7On pourrait dire qu’il ne s’agit ici que d’une simple partition entre centre et périphérie, ou entre ville et banlieue. Mais ce que l’urbain organise est bien d’un ordre tout différent. Il s’agit d’un ordre désordonné qui, sans effacer la référenciation archaïque au centre, se constitue d’espaces multiples, articulés ou disjoints qui dépassent l’opposition binaire entre centre et périphérie. Le centre peut perdurer, en tant qu’organisation de lieux patrimoniaux et de symboles forts d’une identité territoriale. Mais la périphérie ne trouve pas sa légitimité du seul fait qu’elle serait au bord du centre, ou en dehors du cercle que les portes, les barrières, les façades anciennes ou les remparts traceraient.
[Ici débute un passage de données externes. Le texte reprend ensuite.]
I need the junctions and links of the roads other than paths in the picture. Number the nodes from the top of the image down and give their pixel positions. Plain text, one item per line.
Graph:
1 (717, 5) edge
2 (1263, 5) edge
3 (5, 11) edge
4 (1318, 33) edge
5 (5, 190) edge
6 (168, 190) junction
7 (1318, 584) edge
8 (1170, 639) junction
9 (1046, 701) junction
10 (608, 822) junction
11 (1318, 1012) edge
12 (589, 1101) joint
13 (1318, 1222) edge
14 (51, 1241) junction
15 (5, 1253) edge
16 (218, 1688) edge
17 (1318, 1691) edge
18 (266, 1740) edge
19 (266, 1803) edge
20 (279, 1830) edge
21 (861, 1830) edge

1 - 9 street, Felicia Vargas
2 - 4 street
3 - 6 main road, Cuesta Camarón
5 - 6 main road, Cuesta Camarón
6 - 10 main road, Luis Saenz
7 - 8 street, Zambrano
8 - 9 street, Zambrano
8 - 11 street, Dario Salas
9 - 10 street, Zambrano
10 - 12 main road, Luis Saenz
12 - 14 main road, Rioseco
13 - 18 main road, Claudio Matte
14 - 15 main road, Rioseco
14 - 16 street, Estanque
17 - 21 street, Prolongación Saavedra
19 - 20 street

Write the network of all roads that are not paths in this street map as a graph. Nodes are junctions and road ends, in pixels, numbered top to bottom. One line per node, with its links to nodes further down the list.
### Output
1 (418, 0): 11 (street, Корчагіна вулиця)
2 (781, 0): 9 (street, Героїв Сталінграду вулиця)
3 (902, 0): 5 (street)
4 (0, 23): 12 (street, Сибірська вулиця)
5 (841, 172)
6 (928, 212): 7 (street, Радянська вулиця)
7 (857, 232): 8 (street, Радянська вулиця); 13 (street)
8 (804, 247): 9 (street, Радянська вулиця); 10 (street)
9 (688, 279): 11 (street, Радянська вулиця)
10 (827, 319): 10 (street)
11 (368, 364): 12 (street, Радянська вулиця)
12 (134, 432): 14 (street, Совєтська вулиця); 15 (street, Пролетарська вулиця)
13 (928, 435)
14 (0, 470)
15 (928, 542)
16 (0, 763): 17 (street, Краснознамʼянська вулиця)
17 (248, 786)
Ladite périphérie n’existe en fait qu’au pluriel, imposant donc une différenciation là où l’on ne verrait qu’une seule catégorie, et elle contribue à la dissolution de la centralité comme principe organisateur exclusif de l’habiter. La cabane, pour revenir encore à cette illustration, n’est pas qu’une fondation de lieu dans un espace, comme si la localisation n’était que le seul moyen de configurer une spatialité a priori informe. Elle est bien davantage une forme d’appropriation corporelle d’une territorialité qui est elle-même d’emblée signifiante. La cabane est une production du corps apparent, une mise en scène produite par le corps visible. Mais cette possibilité de bâtir n’est elle-même possible que parce que la corporéité antérieure au corps manifeste habite la territorialité comme monde, c’est-à-dire donne le sens du monde à ce qui n’est pas qu’un environnement spatial mais une médiation de l’être.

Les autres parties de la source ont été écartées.